- [DATA FOR THE TASK]
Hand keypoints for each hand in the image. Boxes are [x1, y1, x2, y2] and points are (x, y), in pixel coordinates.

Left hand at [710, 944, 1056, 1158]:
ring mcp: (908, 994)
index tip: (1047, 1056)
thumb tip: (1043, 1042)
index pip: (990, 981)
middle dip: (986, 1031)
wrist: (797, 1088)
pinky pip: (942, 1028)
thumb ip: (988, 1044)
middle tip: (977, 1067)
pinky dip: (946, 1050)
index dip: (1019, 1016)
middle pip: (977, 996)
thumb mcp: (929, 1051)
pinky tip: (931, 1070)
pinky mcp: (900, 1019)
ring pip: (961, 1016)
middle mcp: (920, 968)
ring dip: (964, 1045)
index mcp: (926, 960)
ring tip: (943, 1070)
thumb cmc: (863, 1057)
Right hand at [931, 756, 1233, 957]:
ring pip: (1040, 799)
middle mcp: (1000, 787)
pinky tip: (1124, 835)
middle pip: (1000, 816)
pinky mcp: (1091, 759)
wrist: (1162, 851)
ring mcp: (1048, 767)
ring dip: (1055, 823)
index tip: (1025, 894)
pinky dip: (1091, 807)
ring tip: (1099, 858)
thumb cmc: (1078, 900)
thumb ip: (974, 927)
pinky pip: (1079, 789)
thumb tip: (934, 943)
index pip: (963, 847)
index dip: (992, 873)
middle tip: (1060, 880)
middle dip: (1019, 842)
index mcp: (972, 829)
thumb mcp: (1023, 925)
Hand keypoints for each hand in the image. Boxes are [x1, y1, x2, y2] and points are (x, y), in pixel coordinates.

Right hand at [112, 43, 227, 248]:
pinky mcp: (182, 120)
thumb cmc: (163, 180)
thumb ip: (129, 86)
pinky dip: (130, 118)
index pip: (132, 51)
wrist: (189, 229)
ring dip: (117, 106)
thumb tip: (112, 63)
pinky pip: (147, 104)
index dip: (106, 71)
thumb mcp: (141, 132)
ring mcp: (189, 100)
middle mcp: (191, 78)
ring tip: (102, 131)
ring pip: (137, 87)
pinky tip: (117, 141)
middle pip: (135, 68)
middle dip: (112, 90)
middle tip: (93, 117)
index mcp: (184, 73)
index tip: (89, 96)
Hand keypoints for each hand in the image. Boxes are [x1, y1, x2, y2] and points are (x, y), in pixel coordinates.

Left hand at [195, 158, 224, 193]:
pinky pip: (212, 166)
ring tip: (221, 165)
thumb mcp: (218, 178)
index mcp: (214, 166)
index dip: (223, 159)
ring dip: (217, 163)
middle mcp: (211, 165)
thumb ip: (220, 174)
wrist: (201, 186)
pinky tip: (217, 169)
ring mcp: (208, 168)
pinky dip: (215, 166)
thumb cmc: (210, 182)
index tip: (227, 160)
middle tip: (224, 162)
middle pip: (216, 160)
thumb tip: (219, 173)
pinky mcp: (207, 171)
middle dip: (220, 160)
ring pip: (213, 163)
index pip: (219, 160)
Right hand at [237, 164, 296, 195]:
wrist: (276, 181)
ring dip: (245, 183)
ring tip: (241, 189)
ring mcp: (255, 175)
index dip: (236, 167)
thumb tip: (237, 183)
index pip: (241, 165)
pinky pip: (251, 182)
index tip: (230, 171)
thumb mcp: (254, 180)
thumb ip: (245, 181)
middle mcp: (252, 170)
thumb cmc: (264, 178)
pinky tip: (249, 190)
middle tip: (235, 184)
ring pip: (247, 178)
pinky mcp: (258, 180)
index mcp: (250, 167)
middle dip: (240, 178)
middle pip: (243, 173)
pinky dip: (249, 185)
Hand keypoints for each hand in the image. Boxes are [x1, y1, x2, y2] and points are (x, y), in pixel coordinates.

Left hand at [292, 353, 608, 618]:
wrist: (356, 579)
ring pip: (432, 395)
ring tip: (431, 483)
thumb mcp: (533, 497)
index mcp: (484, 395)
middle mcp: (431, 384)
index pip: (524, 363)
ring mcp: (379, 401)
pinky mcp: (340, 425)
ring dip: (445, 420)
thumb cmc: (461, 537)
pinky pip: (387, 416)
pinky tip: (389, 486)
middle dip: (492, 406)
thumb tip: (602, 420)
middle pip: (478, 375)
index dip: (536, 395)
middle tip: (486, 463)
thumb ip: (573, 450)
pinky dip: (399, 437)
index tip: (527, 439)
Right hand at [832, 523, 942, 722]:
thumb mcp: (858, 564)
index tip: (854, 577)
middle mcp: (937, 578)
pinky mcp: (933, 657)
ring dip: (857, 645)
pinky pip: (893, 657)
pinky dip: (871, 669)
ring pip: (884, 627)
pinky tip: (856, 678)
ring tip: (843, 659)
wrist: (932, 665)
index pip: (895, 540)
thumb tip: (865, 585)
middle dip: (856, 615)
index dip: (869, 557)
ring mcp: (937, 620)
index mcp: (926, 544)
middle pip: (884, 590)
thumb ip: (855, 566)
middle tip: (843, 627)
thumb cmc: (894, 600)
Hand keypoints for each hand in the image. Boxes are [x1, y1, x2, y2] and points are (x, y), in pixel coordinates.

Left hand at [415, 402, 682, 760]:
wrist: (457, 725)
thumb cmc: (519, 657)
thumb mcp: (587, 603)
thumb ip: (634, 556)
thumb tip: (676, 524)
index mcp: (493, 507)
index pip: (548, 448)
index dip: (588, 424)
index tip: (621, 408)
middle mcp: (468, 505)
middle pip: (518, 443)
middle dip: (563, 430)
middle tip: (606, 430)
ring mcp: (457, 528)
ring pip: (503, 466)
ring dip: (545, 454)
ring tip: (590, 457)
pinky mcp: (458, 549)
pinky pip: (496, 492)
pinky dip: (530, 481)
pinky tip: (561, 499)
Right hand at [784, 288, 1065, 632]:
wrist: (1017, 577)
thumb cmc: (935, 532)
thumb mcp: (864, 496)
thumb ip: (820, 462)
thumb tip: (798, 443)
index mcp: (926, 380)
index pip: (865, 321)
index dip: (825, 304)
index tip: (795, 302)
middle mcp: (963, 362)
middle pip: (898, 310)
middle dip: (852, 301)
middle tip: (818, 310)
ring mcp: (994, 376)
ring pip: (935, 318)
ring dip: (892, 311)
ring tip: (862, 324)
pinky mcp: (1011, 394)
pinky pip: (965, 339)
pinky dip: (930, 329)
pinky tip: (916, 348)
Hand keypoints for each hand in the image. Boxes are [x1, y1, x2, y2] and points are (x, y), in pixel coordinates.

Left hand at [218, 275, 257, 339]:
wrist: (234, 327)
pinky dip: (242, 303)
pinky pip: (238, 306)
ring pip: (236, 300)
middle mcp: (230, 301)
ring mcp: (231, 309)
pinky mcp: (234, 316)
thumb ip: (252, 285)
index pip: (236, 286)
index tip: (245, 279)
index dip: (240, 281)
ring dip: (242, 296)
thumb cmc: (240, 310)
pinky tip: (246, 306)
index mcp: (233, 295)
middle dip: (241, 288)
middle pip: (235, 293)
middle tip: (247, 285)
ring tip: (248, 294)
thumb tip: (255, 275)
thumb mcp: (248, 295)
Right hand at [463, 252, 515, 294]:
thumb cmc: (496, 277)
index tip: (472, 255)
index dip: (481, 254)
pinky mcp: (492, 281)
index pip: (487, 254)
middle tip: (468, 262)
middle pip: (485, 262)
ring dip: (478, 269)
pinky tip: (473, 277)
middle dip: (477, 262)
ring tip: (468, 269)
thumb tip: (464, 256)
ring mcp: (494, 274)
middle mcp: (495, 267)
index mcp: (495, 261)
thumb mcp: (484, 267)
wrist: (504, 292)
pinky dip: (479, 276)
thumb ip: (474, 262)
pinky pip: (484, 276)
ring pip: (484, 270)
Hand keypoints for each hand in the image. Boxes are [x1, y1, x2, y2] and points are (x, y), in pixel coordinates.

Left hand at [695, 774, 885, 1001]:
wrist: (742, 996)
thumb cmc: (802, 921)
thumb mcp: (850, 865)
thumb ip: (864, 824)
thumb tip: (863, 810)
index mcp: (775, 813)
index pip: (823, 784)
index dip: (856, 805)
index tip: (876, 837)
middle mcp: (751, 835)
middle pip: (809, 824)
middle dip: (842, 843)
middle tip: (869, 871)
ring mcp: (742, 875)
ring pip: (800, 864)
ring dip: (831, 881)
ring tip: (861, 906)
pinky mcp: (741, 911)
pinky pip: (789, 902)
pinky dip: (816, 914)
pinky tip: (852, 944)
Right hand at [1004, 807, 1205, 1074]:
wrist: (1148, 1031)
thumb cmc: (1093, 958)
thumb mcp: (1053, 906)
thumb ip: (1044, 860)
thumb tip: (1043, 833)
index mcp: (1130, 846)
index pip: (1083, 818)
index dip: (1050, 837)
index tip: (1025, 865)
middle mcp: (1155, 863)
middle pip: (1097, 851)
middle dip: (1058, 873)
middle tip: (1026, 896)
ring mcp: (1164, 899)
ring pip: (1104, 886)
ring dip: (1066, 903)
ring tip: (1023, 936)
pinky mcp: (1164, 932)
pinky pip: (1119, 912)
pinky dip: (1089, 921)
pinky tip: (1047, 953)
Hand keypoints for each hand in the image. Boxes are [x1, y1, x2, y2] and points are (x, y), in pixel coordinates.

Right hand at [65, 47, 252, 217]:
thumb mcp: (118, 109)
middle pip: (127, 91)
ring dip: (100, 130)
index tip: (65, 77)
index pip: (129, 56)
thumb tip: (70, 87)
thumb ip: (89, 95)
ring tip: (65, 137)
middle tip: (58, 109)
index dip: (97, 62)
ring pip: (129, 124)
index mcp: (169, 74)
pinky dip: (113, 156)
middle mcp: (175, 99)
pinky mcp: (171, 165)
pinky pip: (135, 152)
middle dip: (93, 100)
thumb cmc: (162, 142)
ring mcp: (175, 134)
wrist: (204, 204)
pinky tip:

- [TASK DESCRIPTION] Using the listing above, pull out all lines that hold the word "Right".

- [WRITTEN ANSWER]
Right hand at [931, 756, 1233, 957]:
Right hand at [112, 43, 227, 248]:
Right hand at [237, 164, 296, 195]:
Right hand at [832, 523, 942, 722]:
Right hand at [784, 288, 1065, 632]:
Right hand at [463, 252, 515, 294]:
Right hand at [1004, 807, 1205, 1074]:
Right hand at [65, 47, 252, 217]:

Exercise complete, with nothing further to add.